In Predictably Irrational, Dan Ariely discusses Procrastination and a human beings tendency to under estimate their resolve and ability to stay ahead of the game. During an experiement he took three of his classes and gave them an assignment to write three papers over the course of the term.

“As they settled into their chairs that first morning, full of anticipation (and, no doubt, with resolutions to stay on top of their class assignments), the students listened to me review the syllabus for the course. There would be three main papers over the 12-week semester, I explained. Together, these papers would constitute much of their final grade.”

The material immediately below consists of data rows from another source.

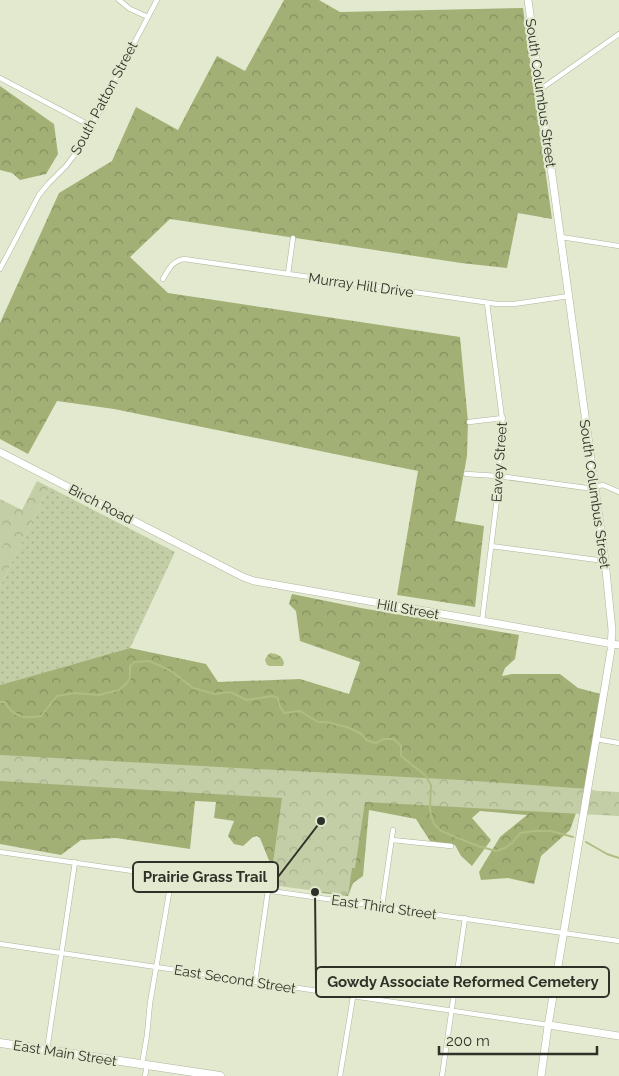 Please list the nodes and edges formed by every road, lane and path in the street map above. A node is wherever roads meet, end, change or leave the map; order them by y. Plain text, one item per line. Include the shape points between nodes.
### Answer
1 (119, 0) edge
2 (157, 0) edge
3 (528, 0) edge
4 (148, 17) junction
5 (619, 34) edge
6 (0, 78) edge
7 (541, 89) junction
8 (91, 126) junction
9 (561, 237) junction
10 (293, 238) dead end
11 (619, 246) edge
12 (0, 269) edge
13 (288, 274) junction
14 (163, 279) dead end
15 (569, 296) junction
16 (487, 304) junction
17 (503, 418) junction
18 (469, 422) dead end
19 (0, 452) edge
20 (466, 474) dead end
21 (498, 476) junction
22 (594, 488) junction
23 (619, 492) edge
24 (491, 546) junction
25 (202, 556) joint
26 (604, 561) junction
27 (482, 621) junction
28 (615, 644) edge
29 (596, 739) junction
30 (619, 743) edge
31 (393, 830) dead end
32 (392, 840) junction
33 (451, 846) dead end
34 (0, 852) edge
35 (74, 862) junction
36 (172, 876) junction
37 (268, 890) junction
38 (382, 906) junction
39 (465, 918) junction
40 (564, 933) junction
41 (619, 941) edge
42 (0, 944) edge
43 (62, 953) junction
44 (156, 967) junction
45 (256, 982) junction
46 (352, 996) junction
47 (451, 1011) junction
48 (549, 1025) junction
49 (619, 1036) edge
50 (0, 1043) edge
51 (47, 1050) junction
52 (144, 1065) junction
53 (145, 1076) edge
54 (220, 1076) edge
55 (340, 1076) edge
56 (442, 1076) edge
57 (542, 1076) edge

1 - 4 street
2 - 4 street, South Patton Street
3 - 7 street, South Columbus Street
4 - 8 street, South Patton Street
5 - 7 street
6 - 8 street
7 - 9 street, South Columbus Street
8 - 12 street, South Patton Street via 74,156 39,195
9 - 11 street
9 - 15 street, South Columbus Street
10 - 13 street
13 - 14 street, Murray Hill Drive via 184,259 172,264
13 - 16 street, Murray Hill Drive
15 - 16 street, Murray Hill Drive via 514,304
15 - 22 street, South Columbus Street
16 - 17 street, Eavey Street
17 - 18 street
17 - 21 street, Eavey Street
19 - 25 street, Birch Road
20 - 21 street
21 - 22 street
21 - 24 street, Eavey Street
22 - 23 street via 603,485
22 - 26 street, South Columbus Street
24 - 26 street
24 - 27 street, Eavey Street
25 - 27 street, Hill Street via 262,584
26 - 28 street, South Columbus Street
27 - 28 street, Hill Street
28 - 29 street, South Columbus Street
29 - 30 street
29 - 40 street, South Columbus Street
31 - 32 street
32 - 33 street
32 - 38 street
34 - 35 street, East Third Street
35 - 36 street, East Third Street
35 - 43 street
36 - 37 street, East Third Street
36 - 44 street
37 - 38 street, East Third Street
37 - 45 street
38 - 39 street, East Third Street
39 - 40 street, East Third Street
39 - 47 street
40 - 41 street, East Third Street
40 - 48 street, South Columbus Street
42 - 43 street, East Second Street
43 - 44 street, East Second Street
43 - 51 street
44 - 45 street, East Second Street
44 - 52 street
45 - 46 street, East Second Street
46 - 47 street, East Second Street
46 - 55 street
47 - 48 street, East Second Street
47 - 56 street
48 - 49 street, East Second Street
48 - 57 street, South Columbus Street
50 - 51 main road, East Main Street
51 - 52 main road, East Main Street
52 - 53 street
52 - 54 main road, East Main Street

From the outset the students understood the importance of these papers, they would pretty much amount to their final grade. Each class was given a different schedule, the first was given three due dates (4th week, 8th and 12th), the second class was given a sheet (a tool) with which they were to set their own deadlines and turn that in. They would be held to these deadlines. The third class was told to turn all three in at the end of the semester, they could turn papers in early, but there would be no extra credit doing so. The class that had the equal due dates set for them did the best, those that set their own due dates were second and those that turned them in at the end of the semester did the worst, by far.

“What do these results suggest? First, that students do procrastinate (big news); and second, that tightly restricting their freedom (equally spaced deadlines, imposed from above) is the best cure for procrastination. But the biggest revelation is that simply offering the students a tool by which they could precommit to deadlines helped them achieve better grades.”

So, the best way to achieve your goals is to have some Draconian force from above giving you hard but reasonable deadlines. Failing that, give people the tools they need to combat the need to procrastinate.

Agile Development has had a huge surge in the last 5 years or so, to which I believe owes its success by helping people fight off the tendency to procrastinate. Scrum and other Agile methods give developers the tools to set the appropriate deadlines and meet them. Imagine if Agile is the second class in Ariely’s study with Waterfall being the third.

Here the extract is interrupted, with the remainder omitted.